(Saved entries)
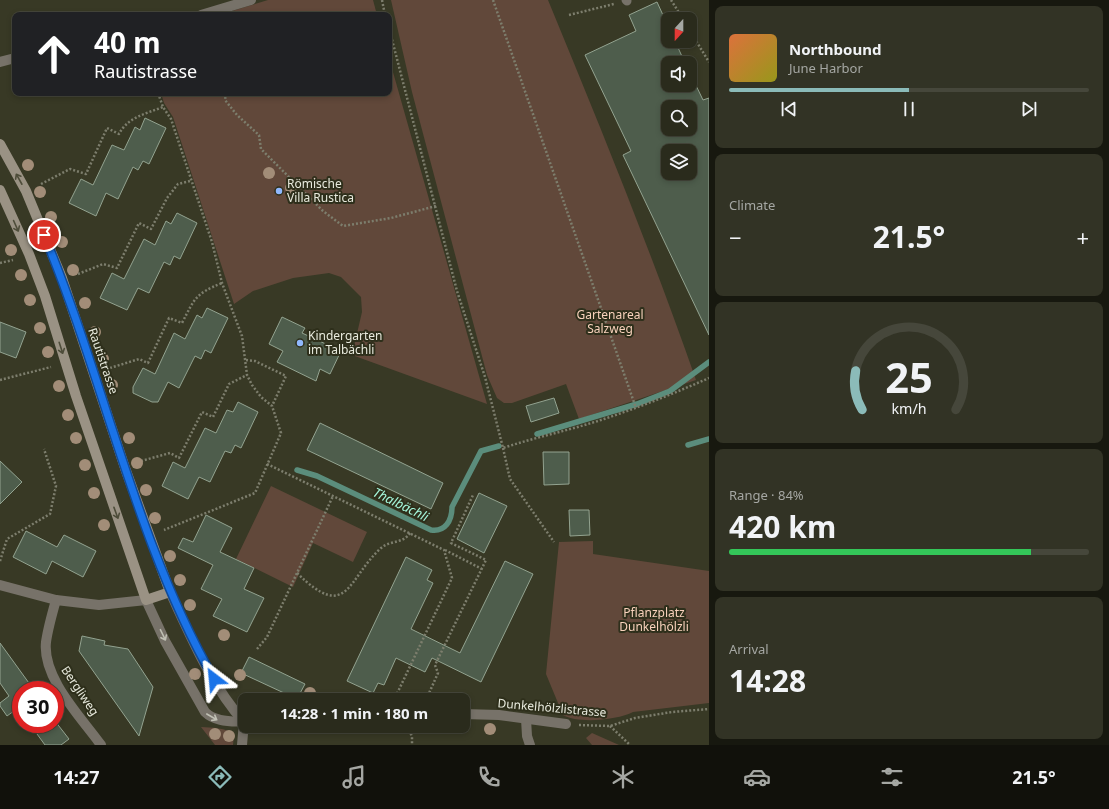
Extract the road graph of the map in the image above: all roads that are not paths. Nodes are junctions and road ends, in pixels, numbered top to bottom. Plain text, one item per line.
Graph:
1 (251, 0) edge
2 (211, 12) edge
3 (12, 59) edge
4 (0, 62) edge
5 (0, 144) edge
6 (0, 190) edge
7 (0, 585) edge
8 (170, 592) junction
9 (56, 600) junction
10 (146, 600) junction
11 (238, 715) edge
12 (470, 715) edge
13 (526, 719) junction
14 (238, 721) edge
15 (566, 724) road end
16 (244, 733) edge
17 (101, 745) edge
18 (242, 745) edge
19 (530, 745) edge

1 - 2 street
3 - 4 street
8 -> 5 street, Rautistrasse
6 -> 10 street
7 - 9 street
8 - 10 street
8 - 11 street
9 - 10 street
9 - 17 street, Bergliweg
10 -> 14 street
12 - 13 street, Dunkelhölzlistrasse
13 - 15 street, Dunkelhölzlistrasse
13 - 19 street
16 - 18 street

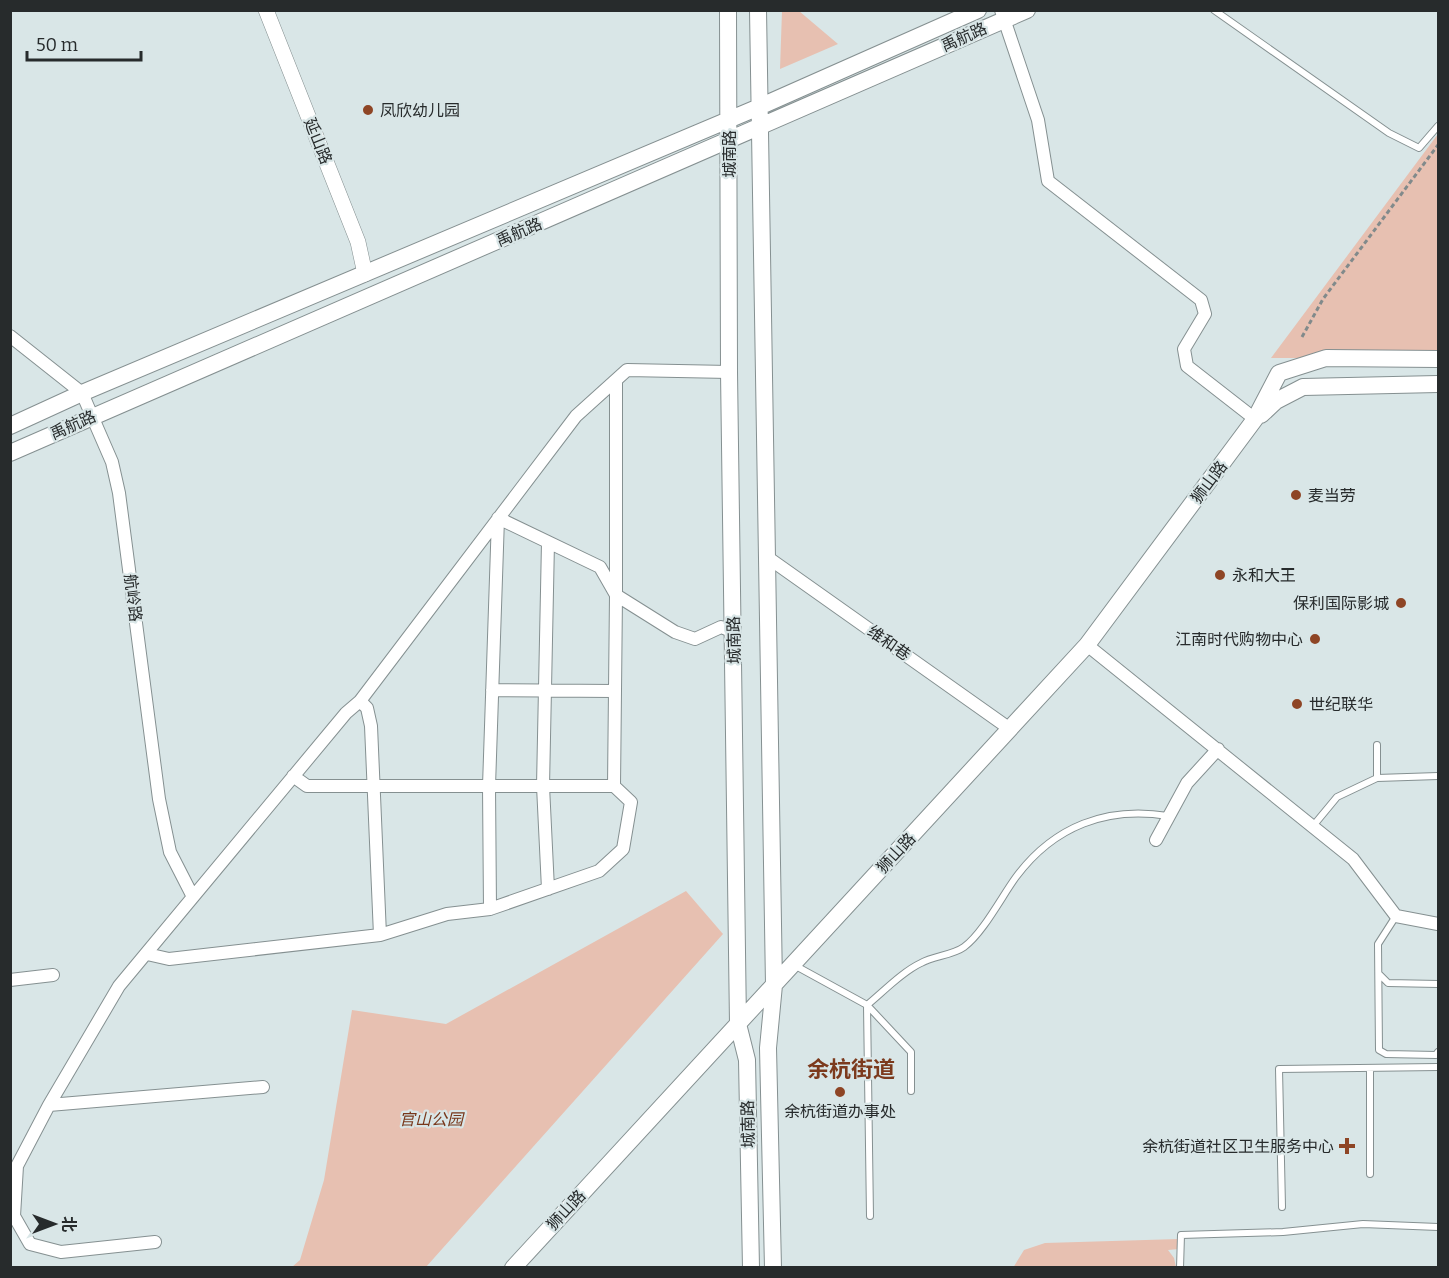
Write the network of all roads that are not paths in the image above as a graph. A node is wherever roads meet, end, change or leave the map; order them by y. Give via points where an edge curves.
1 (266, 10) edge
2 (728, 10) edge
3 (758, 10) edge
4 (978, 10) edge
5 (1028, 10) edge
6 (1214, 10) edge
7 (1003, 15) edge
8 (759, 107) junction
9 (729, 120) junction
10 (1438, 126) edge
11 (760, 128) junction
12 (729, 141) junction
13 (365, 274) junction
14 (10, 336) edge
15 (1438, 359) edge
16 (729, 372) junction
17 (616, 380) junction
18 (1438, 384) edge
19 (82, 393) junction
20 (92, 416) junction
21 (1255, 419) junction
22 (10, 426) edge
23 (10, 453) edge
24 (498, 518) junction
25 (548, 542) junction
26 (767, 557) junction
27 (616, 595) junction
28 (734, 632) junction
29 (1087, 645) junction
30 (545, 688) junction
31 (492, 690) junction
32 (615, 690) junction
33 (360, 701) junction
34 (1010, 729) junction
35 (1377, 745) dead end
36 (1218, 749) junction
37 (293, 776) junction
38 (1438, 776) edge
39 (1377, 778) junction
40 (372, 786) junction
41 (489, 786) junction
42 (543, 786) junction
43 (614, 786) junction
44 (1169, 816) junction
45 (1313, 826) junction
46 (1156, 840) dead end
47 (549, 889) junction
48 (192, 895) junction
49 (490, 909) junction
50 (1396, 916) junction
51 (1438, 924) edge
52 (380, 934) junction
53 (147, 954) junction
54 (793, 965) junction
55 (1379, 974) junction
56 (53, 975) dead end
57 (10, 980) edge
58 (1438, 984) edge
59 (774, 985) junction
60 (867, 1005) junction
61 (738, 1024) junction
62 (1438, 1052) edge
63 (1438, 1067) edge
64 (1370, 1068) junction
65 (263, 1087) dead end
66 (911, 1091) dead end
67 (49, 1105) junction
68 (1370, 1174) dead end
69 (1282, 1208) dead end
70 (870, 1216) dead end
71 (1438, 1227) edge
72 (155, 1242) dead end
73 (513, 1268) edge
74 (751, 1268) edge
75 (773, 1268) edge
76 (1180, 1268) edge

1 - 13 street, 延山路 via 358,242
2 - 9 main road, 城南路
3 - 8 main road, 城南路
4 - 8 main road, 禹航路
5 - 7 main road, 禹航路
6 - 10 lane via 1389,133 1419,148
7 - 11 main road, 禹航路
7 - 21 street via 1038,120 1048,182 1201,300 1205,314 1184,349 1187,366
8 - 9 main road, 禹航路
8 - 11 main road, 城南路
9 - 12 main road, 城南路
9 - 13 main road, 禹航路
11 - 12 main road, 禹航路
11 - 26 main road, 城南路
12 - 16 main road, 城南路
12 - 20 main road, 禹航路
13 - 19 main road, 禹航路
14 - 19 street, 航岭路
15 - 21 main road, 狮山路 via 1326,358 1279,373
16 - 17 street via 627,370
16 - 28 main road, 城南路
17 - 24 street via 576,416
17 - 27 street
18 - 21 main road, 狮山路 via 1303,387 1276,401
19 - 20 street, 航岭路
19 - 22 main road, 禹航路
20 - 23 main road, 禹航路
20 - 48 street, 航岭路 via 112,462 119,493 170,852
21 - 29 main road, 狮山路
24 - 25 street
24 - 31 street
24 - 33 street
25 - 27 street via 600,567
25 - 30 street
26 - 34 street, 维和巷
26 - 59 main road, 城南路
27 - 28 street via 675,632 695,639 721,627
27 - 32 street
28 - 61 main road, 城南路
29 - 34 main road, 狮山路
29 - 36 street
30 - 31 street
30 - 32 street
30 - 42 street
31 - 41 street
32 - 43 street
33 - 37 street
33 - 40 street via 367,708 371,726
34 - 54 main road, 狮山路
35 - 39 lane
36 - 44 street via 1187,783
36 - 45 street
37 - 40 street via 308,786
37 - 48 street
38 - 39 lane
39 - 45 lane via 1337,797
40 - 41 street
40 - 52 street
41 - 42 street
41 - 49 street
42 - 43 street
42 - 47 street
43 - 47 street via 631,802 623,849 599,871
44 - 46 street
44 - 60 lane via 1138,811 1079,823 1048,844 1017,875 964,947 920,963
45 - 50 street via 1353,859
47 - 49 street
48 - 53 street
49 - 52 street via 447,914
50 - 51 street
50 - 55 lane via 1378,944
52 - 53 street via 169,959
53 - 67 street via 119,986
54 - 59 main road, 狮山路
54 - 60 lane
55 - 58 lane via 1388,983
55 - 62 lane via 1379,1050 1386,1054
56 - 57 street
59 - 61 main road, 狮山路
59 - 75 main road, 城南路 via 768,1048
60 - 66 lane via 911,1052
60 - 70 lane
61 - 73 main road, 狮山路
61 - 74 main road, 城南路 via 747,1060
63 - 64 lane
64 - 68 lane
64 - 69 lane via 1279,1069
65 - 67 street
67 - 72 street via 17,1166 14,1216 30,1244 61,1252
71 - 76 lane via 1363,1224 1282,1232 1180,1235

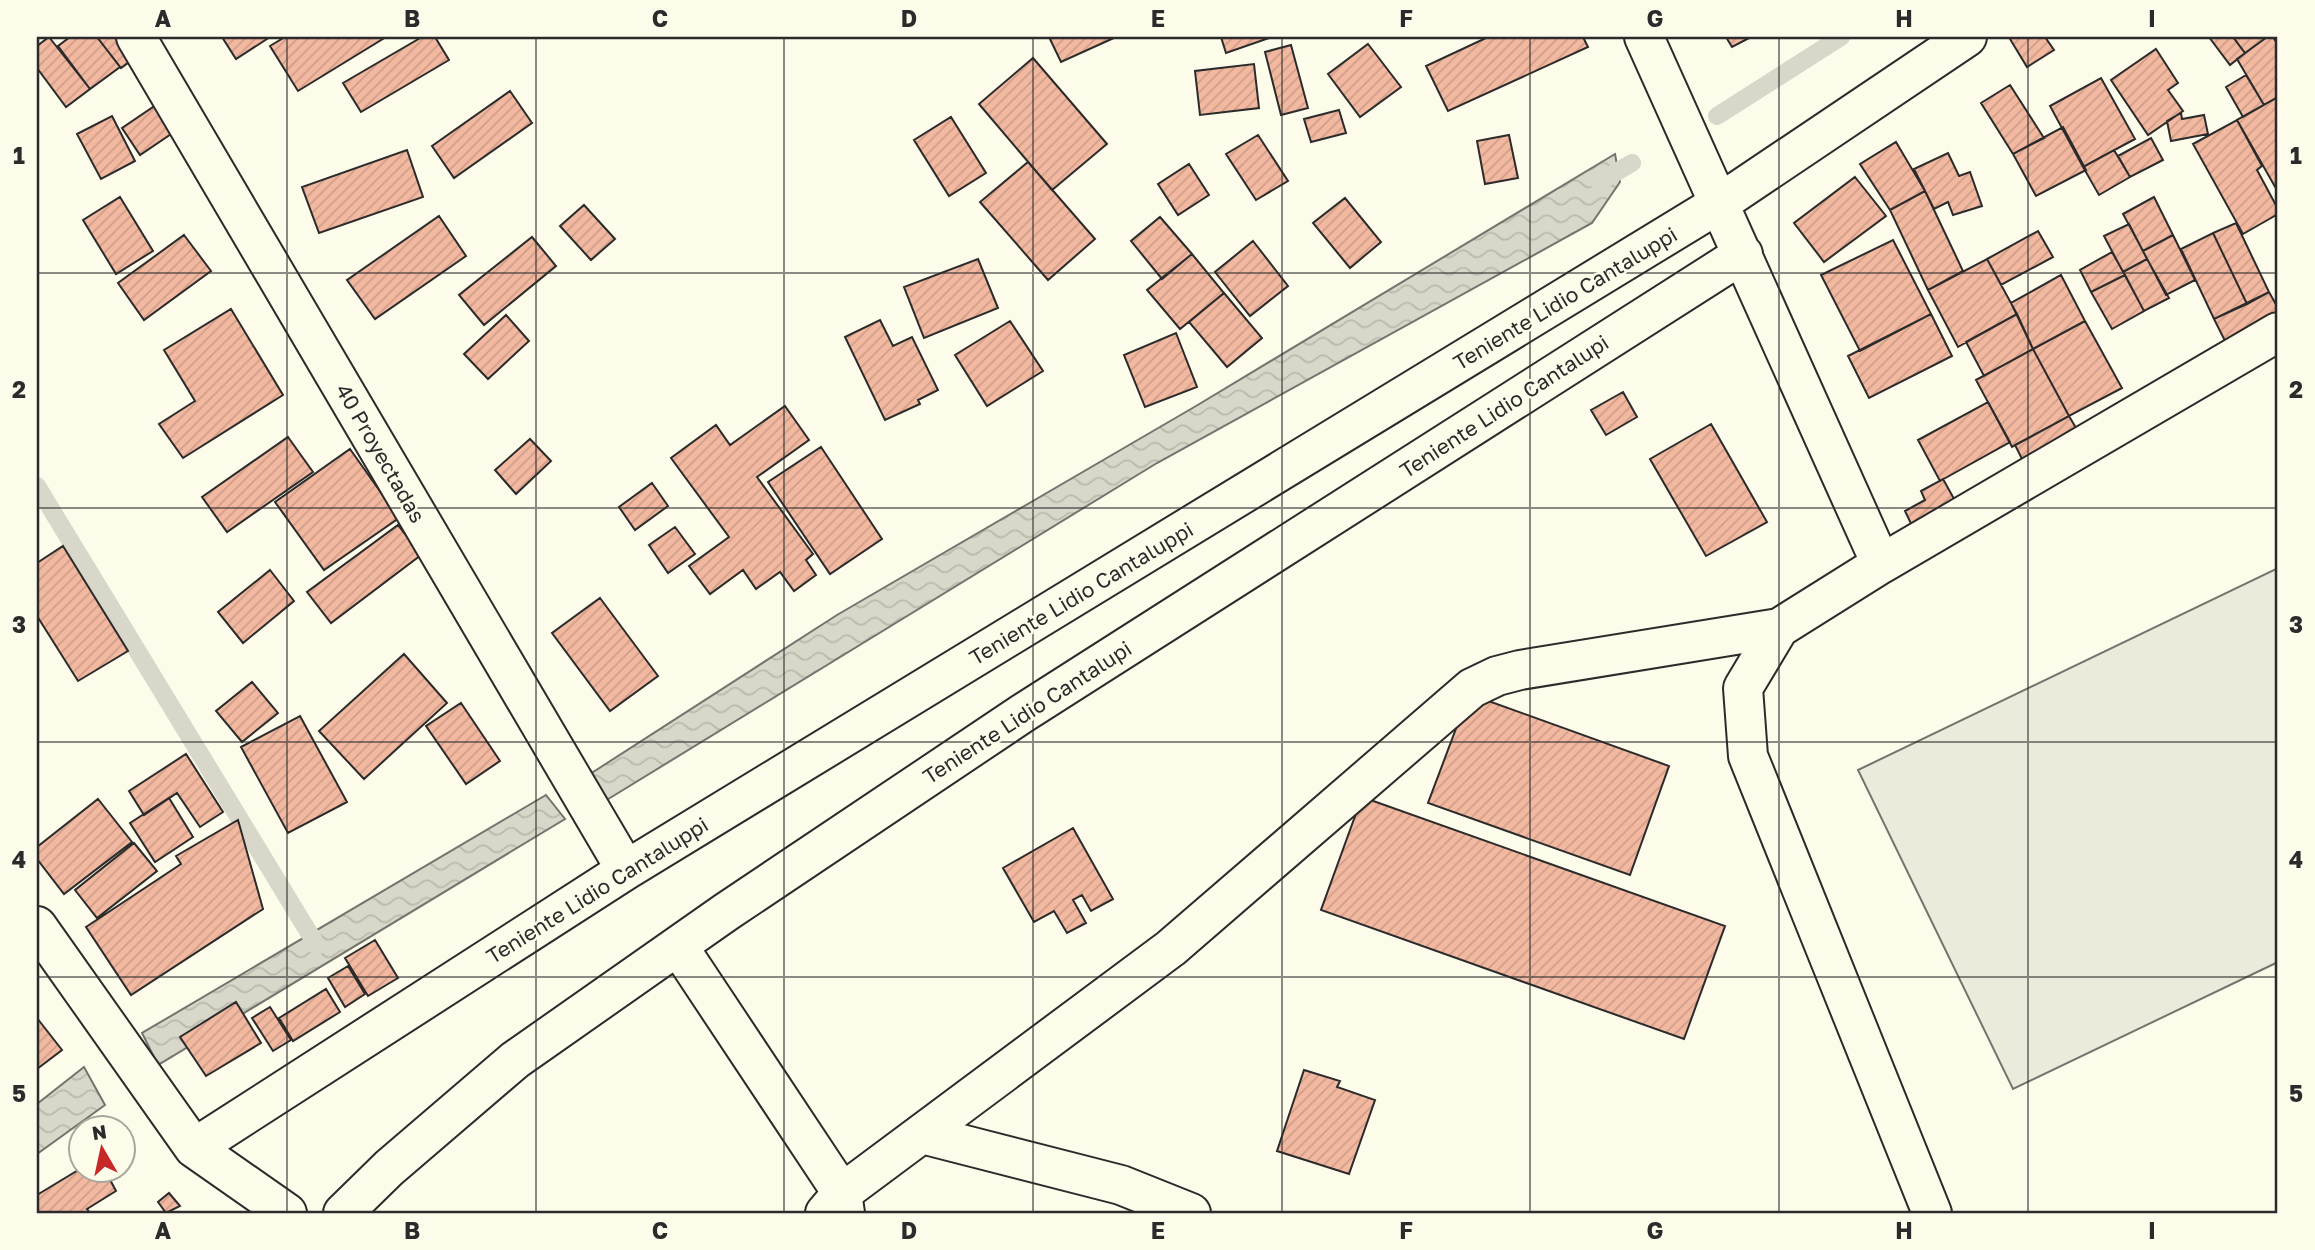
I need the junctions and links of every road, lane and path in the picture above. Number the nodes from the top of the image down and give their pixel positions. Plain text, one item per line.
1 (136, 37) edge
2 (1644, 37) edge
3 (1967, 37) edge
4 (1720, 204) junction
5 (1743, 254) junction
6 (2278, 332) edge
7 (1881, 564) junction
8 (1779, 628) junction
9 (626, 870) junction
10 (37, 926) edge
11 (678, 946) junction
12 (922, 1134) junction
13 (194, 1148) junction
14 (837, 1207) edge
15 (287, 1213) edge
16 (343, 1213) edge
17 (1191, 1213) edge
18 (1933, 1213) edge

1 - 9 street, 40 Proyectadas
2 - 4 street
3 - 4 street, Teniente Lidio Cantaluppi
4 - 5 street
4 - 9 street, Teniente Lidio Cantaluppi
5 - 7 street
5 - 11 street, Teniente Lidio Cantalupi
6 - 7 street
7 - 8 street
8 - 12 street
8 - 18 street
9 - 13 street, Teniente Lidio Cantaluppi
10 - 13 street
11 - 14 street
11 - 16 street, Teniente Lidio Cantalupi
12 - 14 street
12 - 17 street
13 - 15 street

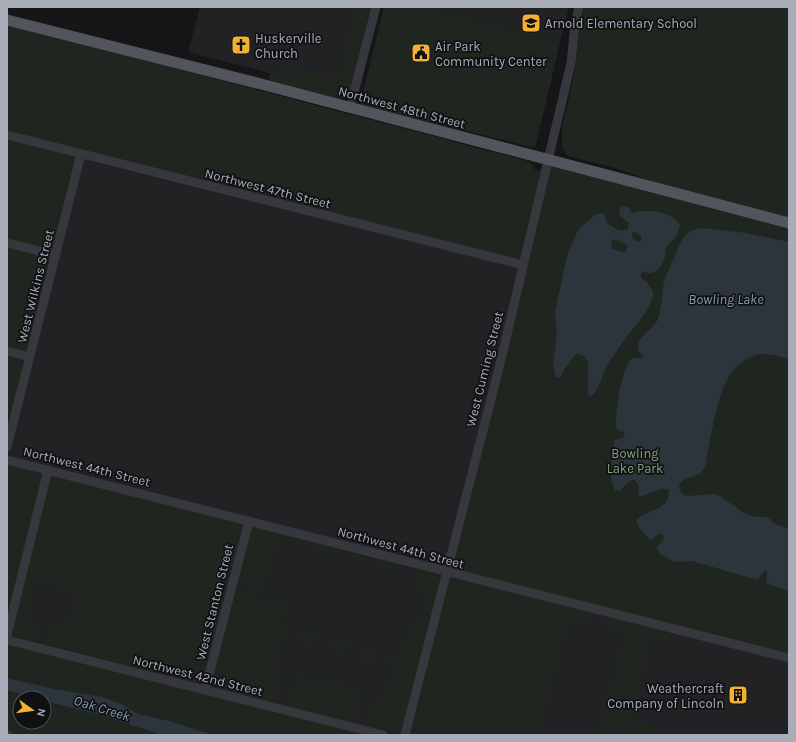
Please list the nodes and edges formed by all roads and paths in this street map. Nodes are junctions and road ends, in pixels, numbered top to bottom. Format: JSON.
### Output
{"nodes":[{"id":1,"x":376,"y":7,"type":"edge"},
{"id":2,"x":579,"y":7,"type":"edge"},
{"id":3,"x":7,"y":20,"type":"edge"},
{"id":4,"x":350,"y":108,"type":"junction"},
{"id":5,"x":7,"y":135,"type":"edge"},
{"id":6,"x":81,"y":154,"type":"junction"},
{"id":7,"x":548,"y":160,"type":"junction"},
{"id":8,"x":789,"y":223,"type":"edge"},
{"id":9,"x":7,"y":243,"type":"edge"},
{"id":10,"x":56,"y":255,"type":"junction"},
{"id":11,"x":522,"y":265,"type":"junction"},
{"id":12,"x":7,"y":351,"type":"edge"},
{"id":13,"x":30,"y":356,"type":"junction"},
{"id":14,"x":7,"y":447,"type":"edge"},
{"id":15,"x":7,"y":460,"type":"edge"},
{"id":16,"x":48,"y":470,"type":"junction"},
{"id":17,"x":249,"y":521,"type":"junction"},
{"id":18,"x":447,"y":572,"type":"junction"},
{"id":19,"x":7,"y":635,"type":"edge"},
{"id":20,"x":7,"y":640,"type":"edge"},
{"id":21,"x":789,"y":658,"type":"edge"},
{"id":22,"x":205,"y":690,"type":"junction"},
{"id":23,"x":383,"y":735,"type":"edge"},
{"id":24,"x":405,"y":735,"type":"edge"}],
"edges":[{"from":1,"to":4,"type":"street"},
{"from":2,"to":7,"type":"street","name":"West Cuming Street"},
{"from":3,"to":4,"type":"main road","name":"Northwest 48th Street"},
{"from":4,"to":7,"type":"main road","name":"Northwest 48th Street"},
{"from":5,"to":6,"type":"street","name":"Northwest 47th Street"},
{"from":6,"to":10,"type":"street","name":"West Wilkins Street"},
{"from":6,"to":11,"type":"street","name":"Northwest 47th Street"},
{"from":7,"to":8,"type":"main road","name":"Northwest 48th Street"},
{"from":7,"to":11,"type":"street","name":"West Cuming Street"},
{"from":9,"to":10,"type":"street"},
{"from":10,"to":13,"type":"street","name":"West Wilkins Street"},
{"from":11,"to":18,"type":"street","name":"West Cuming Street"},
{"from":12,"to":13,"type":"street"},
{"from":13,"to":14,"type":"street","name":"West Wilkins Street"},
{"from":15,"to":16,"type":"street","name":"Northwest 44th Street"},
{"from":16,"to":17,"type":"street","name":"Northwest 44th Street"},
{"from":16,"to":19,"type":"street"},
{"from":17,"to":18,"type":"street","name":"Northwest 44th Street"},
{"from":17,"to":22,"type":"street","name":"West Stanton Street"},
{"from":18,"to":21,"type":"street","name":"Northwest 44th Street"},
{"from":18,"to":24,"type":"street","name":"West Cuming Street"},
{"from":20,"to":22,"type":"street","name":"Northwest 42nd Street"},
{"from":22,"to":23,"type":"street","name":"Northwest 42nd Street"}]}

*Your assignment*: Return only the count of lines in the records that hold the word "Lidio".

*Answer to this problem*: 5